Non-Cancellable Contracts for Goods and Services

The Department has entered into non-cancellable contracts for IT maintenance, property maintenance and other contracts for service.

The accompanying notes form part of these financial statements.

Back to top

Contingent Assets and Liabilities

Statement of Contingent Assets and Liabilities as at 30 June

Quantified Contingent Liabilities
ACTUAL
2009/10
$000
ACTUAL
2010/11
$000
144 Legal Disputes 124
144 Total Contingent Liabilities 124

Unquantified Contingent Liabilities

There is one new personal grievance case pending against the Department that cannot be reliably quantified due to uncertainty around the outcome. Management believes the resolution of this case will not have a materially adverse effect on the financial statements of the Department.

The Department had two personal grievance cases in 2009/10.

Unquantified Contingent Assets

The Department has two unquantified contingent assets. One was from normal operations and the other resulted from insurance recoveries as a consequence of the 2010/11 Canterbury earthquakes.

The Department had no unquantified contingent assets in 2009/10.

The accompanying notes form part of these financial statements.

Back to top

Unappropriated Expenditure

Statement of Unappropriated Expenditure and Capital Expenditure for the year ended 30 June

There was no unappropriated expenditure for the year ended 30 June 2011. (2009/10: $Nil.)

The accompanying notes form part of these financial statements.

Back to top

Memorandum Accounts

Memorandum accounts are notional accounts to record the accumulated balance of surpluses and deficits for outputs funded by fees charged to third parties. They are intended to provide a long-run perspective to the pricing of outputs.

Memorandum Accounts for the year ended 30 June
Memorandum Account OPENING
BALANCE
2009/10
$000
REVENUE
MOVEMENT
2010/11
$000
EXPENSE
MOVEMENT
2010/11
$000
CLOSING
BALANCE
2010/11
$000
New Zealand Gazette 469 998 847 620
Use of facilities and access to Lake Taupo by boat users (45) 305 385 (125)
Passport products 9,457 79,799 71,831 17,425
Citizenship products (1,490) 9,223 8,048 (315)
Marriage products (417) 2,984 3,098 (531)
Issue of Birth, Death and Marriage certifications and other products 1,505 7,450 8,683 272
Administration of non-casino gaming (6,276) 16,564 15,826 (5,538)
Kotui library services
Infrastructure as a Service (IaaS) 1,071 (1,071)

Actions Taken to Address Surpluses and Deficits

New Zealand Gazette (Established 30 June 2002)

Purpose: The cost of publishing and distributing the New Zealand Gazette is recovered through third party fees.

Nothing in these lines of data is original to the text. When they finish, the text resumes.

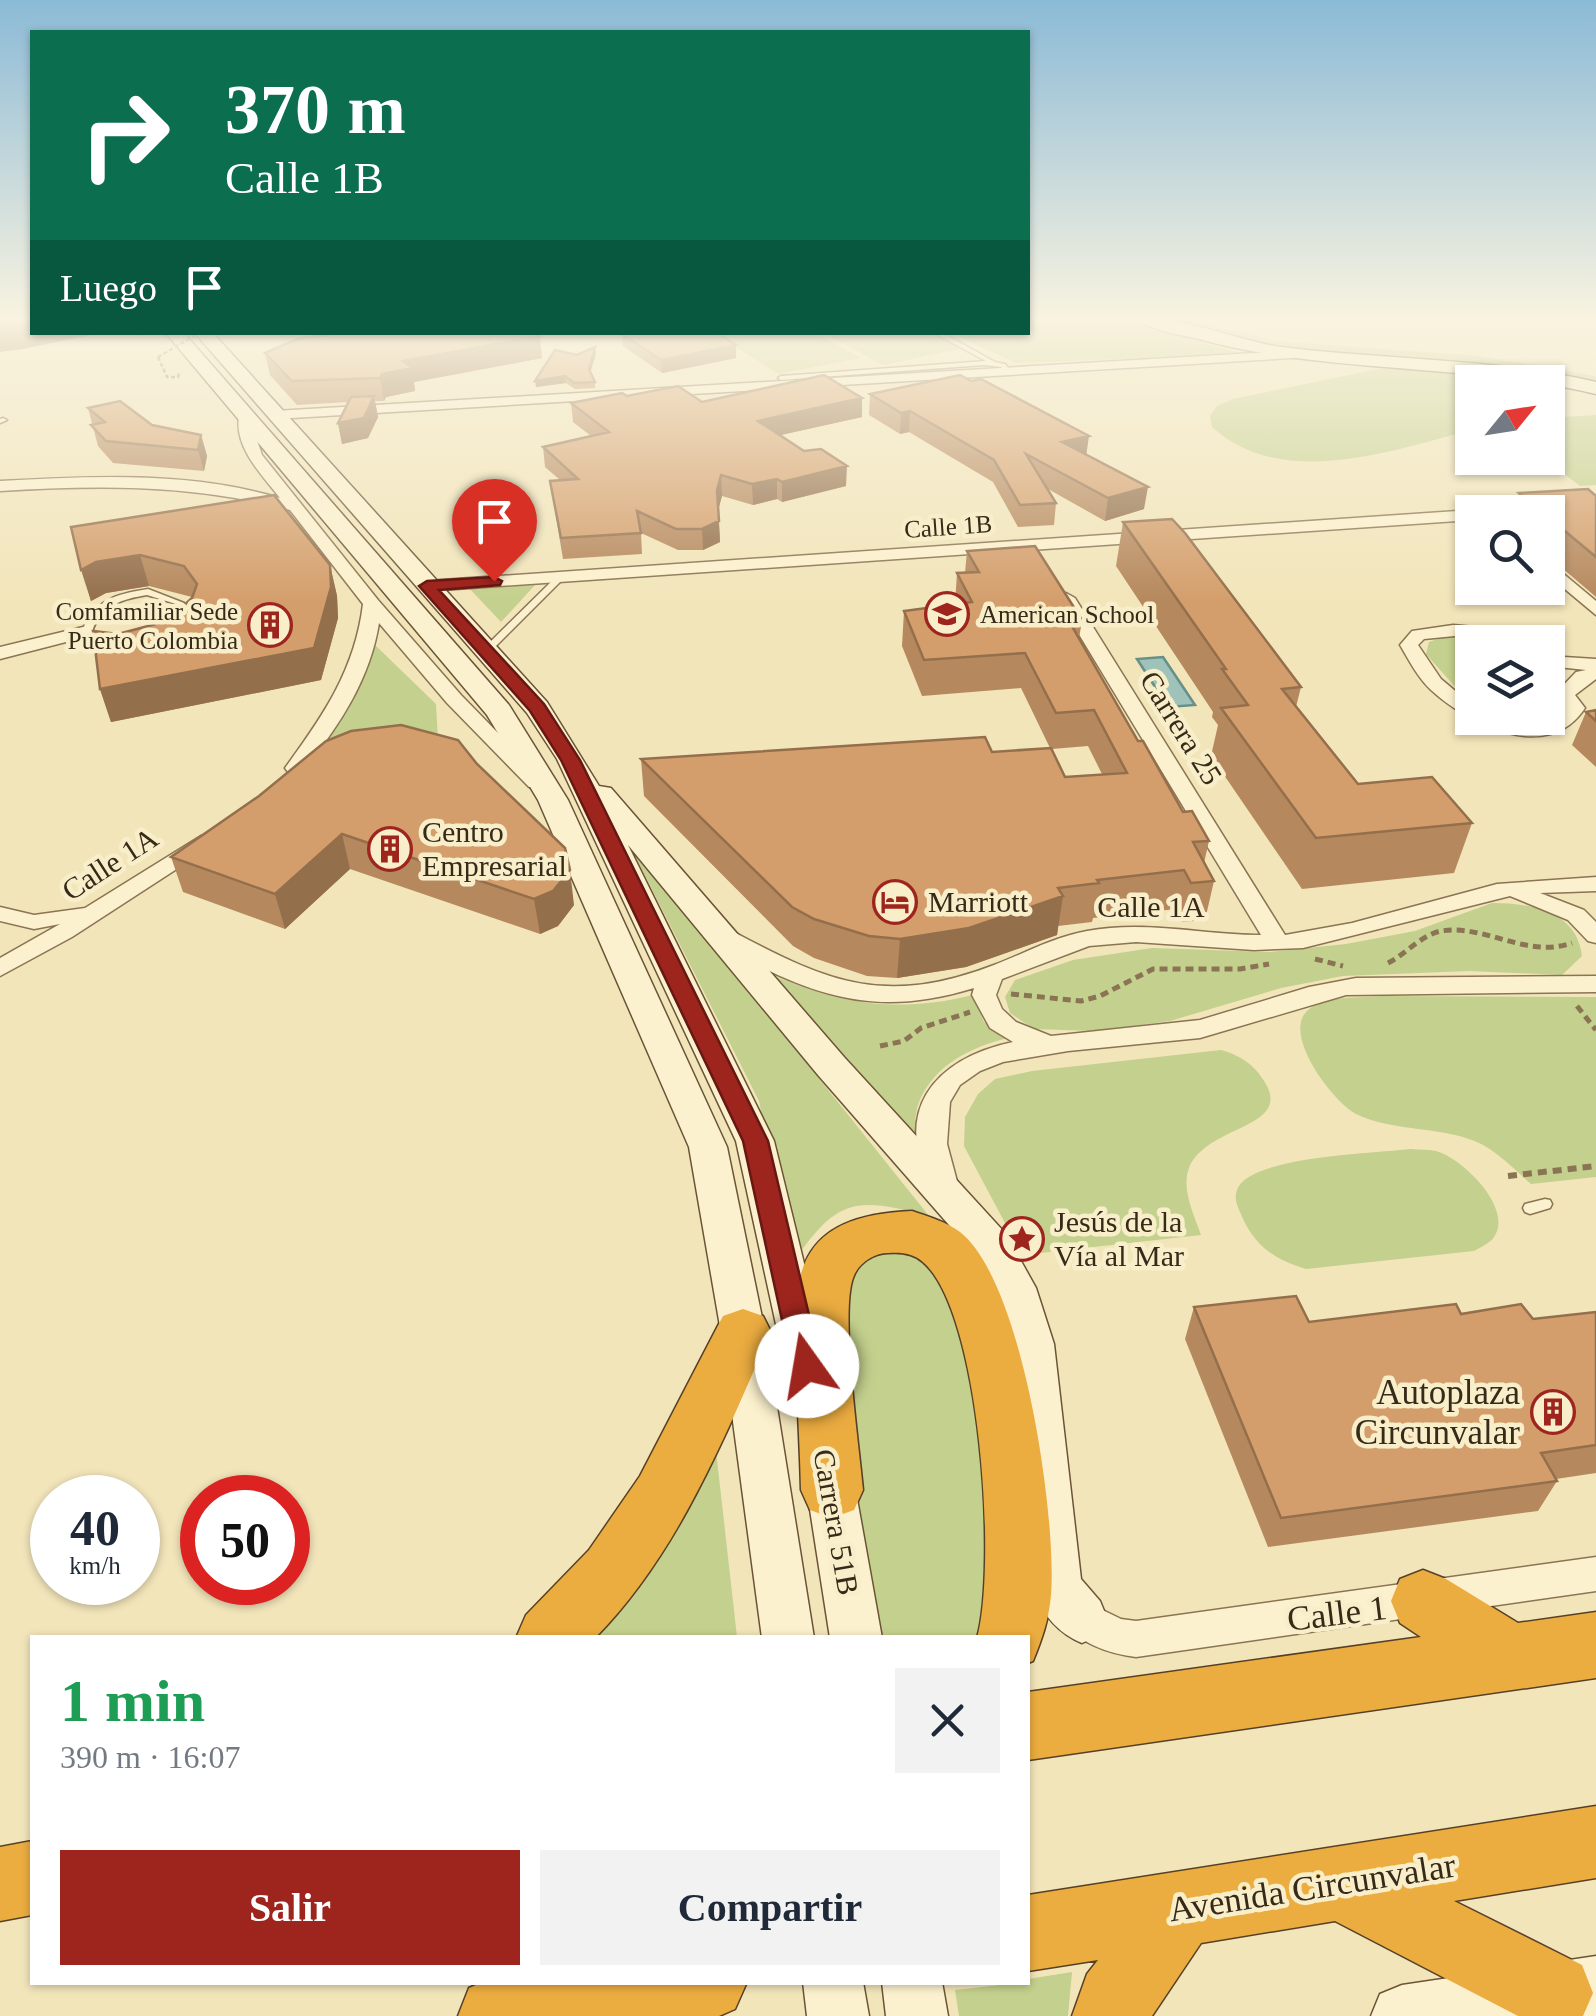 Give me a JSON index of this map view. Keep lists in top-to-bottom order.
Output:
{
  "streets": {
    "highway": ["Avenida Circunvalar"],
    "main road": ["Carrera 51B"],
    "street": [
      "Calle 1B",
      "Carrera 25",
      "Calle 1A",
      "Calle 1"
    ]
  },
  "crossings": [
    ["Calle 1B", "Carrera 25"],
    ["Calle 1B", "Carrera 51B"],
    ["Carrera 25", "Calle 1A"]
  ],
  "places": {
    "school or university": ["American School"],
    "building": ["Comfamiliar Sede Puerto Colombia", "Centro Empresarial", "Autoplaza Circunvalar"],
    "hotel": ["Marriott"],
    "place": ["Jesús de la Vía al Mar"]
  },
  "north": "top right",
  "page": {
    "turn": ["370 m", "Calle 1B"],
    "then": "Luego",
    "speed": "40 km/h",
    "limit": "50",
    "heading": ["1 min", "390 m · 16:07"],
    "buttons": ["Salir", "Compartir"]
  }
} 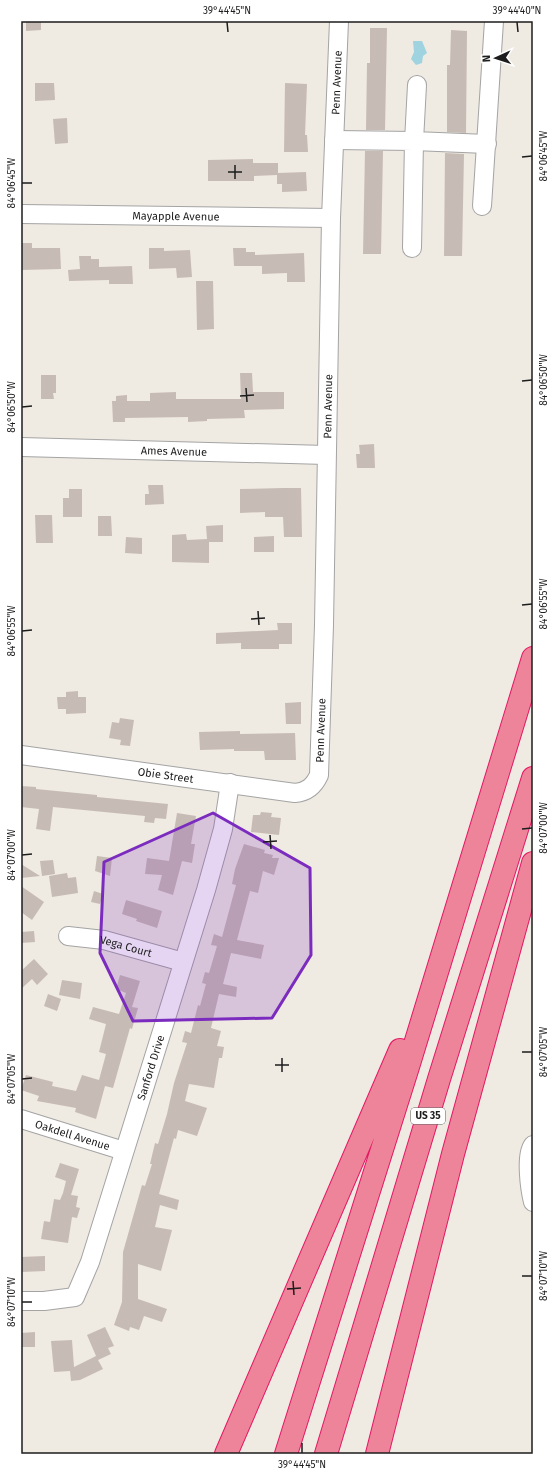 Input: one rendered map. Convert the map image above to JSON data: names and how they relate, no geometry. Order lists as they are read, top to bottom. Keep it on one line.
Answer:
{"streets":{"highway":["US 35"],"street":["Penn Avenue","Mayapple Avenue","Ames Avenue","Obie Street","Vega Court","Sanford Drive","Oakdell Avenue"]},"crossings":[["Penn Avenue","Mayapple Avenue"],["Penn Avenue","Ames Avenue"],["Penn Avenue","Obie Street"],["Obie Street","Sanford Drive"],["Vega Court","Sanford Drive"],["Sanford Drive","Oakdell Avenue"]],"north":"left","coordinates":["39°44'45\"N","39°44'40\"N","84°06'45\"W","84°06'50\"W","84°06'55\"W","84°07'00\"W","84°07'05\"W","84°07'10\"W"]} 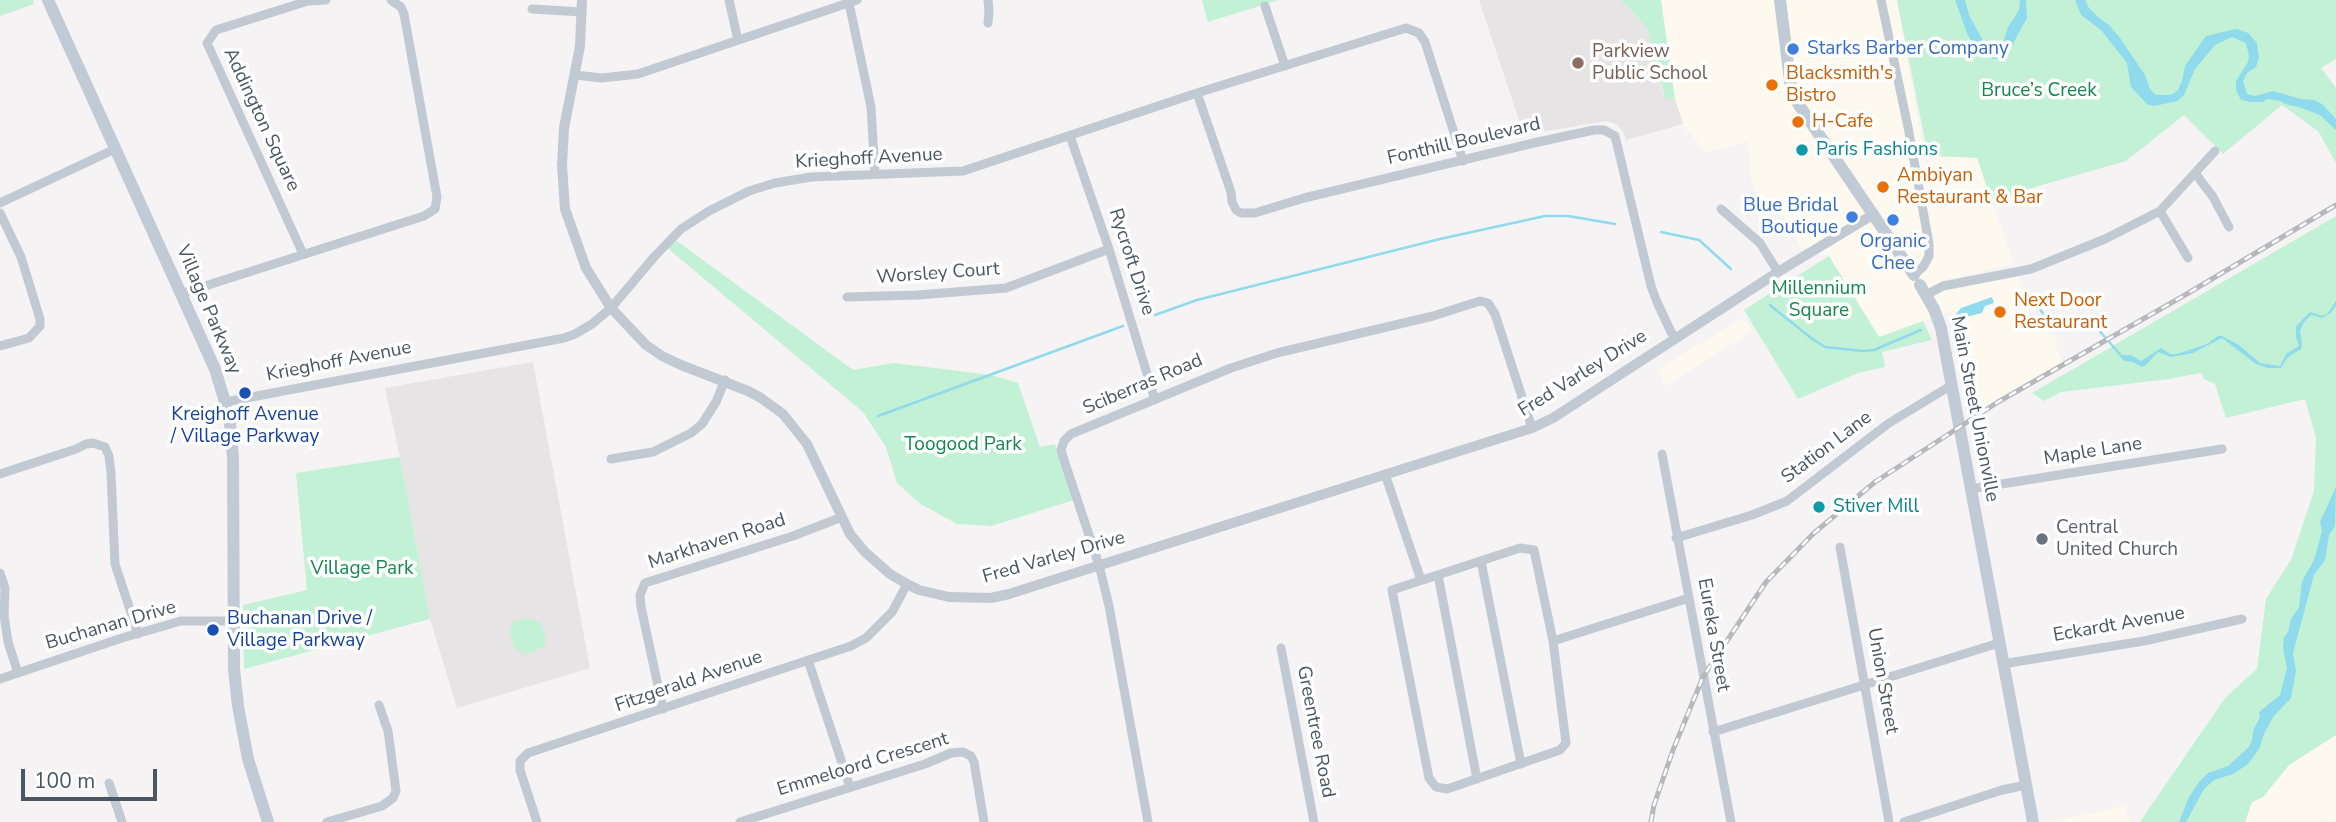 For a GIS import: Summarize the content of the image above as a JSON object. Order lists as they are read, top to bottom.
{
  "streets": {
    "main road": ["Village Parkway", "Main Street Unionville"],
    "street": [
      "Addington Square",
      "Fonthill Boulevard",
      "Krieghoff Avenue",
      "Rycroft Drive",
      "Worsley Court",
      "Fred Varley Drive",
      "Sciberras Road",
      "Station Lane",
      "Maple Lane",
      "Markhaven Road",
      "Eckardt Avenue",
      "Buchanan Drive",
      "Eureka Street",
      "Union Street",
      "Fitzgerald Avenue",
      "Greentree Road",
      "Emmeloord Crescent"
    ]
  },
  "crossings": [
    ["Fonthill Boulevard", "Krieghoff Avenue"],
    ["Fonthill Boulevard", "Fred Varley Drive"],
    ["Krieghoff Avenue", "Rycroft Drive"],
    ["Krieghoff Avenue", "Village Parkway"],
    ["Krieghoff Avenue", "Fred Varley Drive"],
    ["Rycroft Drive", "Worsley Court"],
    ["Rycroft Drive", "Sciberras Road"],
    ["Village Parkway", "Buchanan Drive"],
    ["Fred Varley Drive", "Sciberras Road"],
    ["Fred Varley Drive", "Main Street Unionville"],
    ["Fred Varley Drive", "Markhaven Road"],
    ["Fred Varley Drive", "Fitzgerald Avenue"],
    ["Main Street Unionville", "Station Lane"],
    ["Main Street Unionville", "Maple Lane"],
    ["Main Street Unionville", "Eckardt Avenue"],
    ["Station Lane", "Eureka Street"],
    ["Markhaven Road", "Fitzgerald Avenue"]
  ],
  "parks": [
    "Bruce’s Creek",
    "Millennium Square",
    "Toogood Park",
    "Village Park"
  ],
  "places": [
    "Starks Barber Company",
    "Parkview Public School",
    "Blacksmith's Bistro",
    "H-Cafe",
    "Paris Fashions",
    "Ambiyan Restaurant & Bar",
    "Blue Bridal Boutique",
    "Organic Chee",
    "Next Door Restaurant",
    "Kreighoff Avenue / Village Parkway",
    "Stiver Mill",
    "Central United Church",
    "Buchanan Drive / Village Parkway"
  ],
  "scale_bar": "100 m"
} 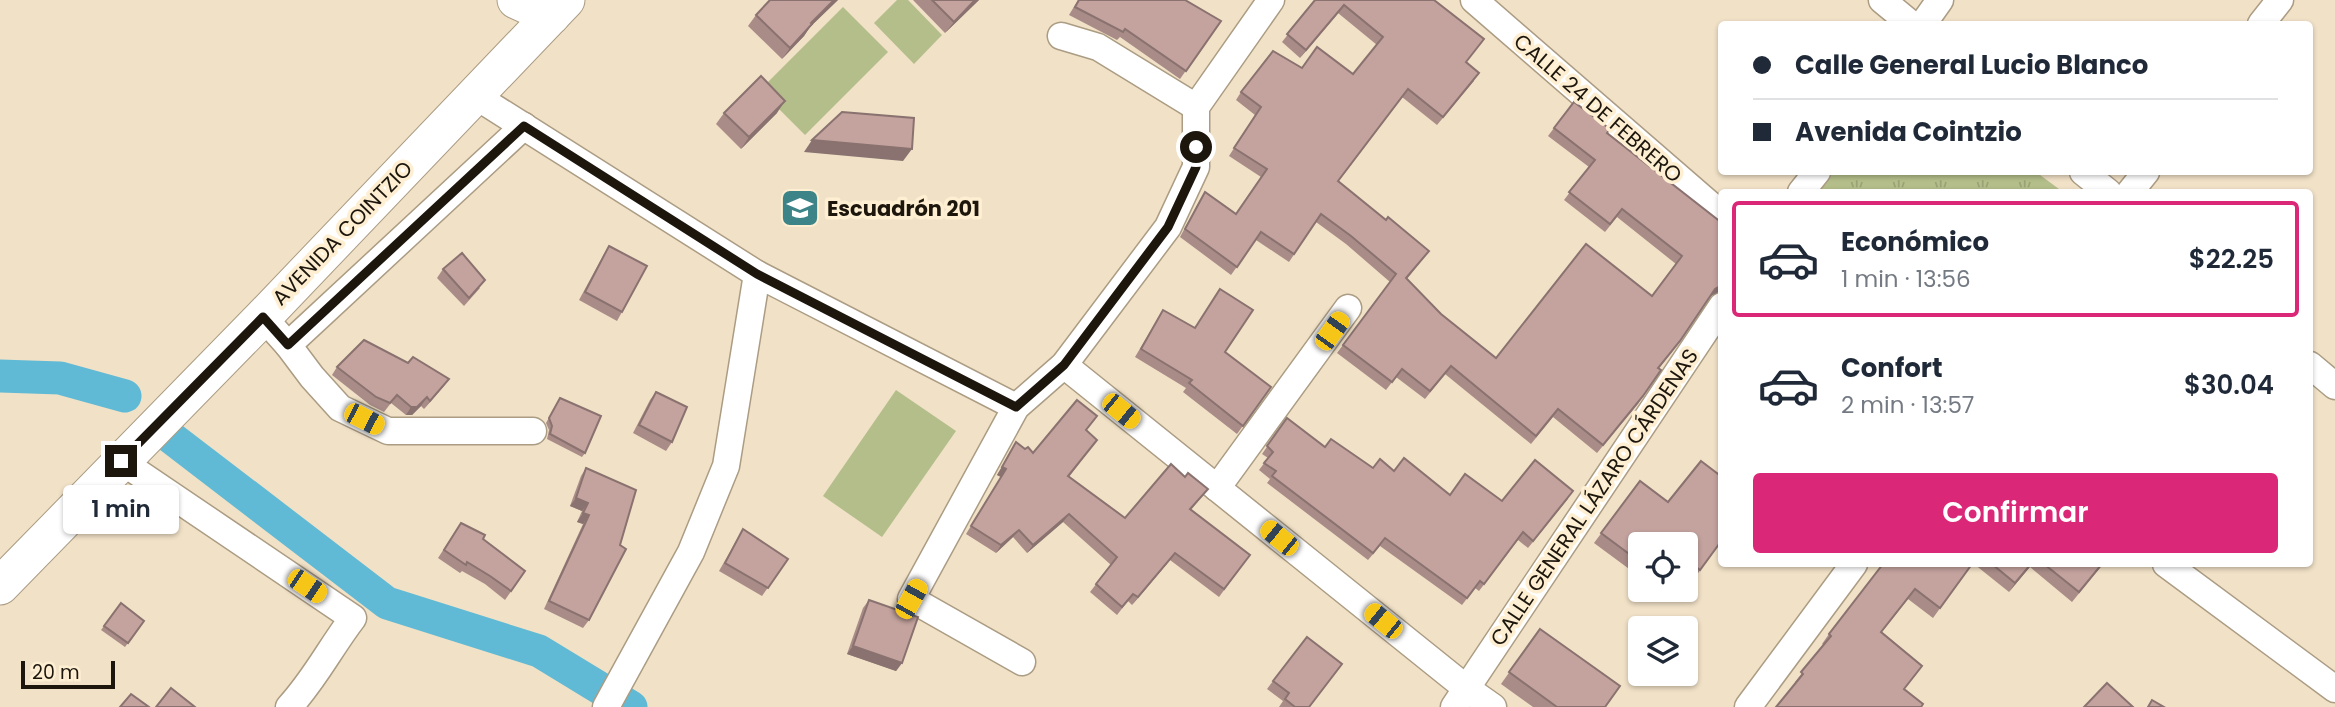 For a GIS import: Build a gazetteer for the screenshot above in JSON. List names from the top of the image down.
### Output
{
  "streets": {
    "main road": ["AVENIDA COINTZIO"],
    "street": ["CALLE 24 DE FEBRERO", "CALLE GENERAL LÁZARO CÁRDENAS"]
  },
  "places": {
    "school or university": ["Escuadrón 201"]
  },
  "scale_bar": "20 m",
  "page": {
    "banner": ["Calle General Lucio Blanco", "Avenida Cointzio"],
    "list": [
      {
        "name": "Económico",
        "note": "1 min · 13:56",
        "value": "$22.25"
      },
      {
        "name": "Confort",
        "note": "2 min · 13:57",
        "value": "$30.04"
      }
    ],
    "buttons": "Confirmar",
    "bubble": "1 min",
    "scale": "20 m"
  }
}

Actions: Fees will be reviewed once the costs of a project to improve the New Zealand Gazette’s online capability have been fully scoped. The planning phase for this project is underway and is due to be completed by December 2011.

Use of Facilities and Access to Lake Taupo by Boat Users (Established 30 June 2002)

Purpose: The Department manages berths, jetties and boat ramps located at Lake Taupo. Fees are charged to third parties for the use of boat ramps and marina berths. These fees are used to cover the cost of the administration and maintenance of these facilities.

Actions: In 2010/11 lower levels of fees were recovered due to reduced usage of lake facilities as a result of the continued economic environment. A review of fees is scheduled in 2011/12.

Passport Products (Established 30 June 2002)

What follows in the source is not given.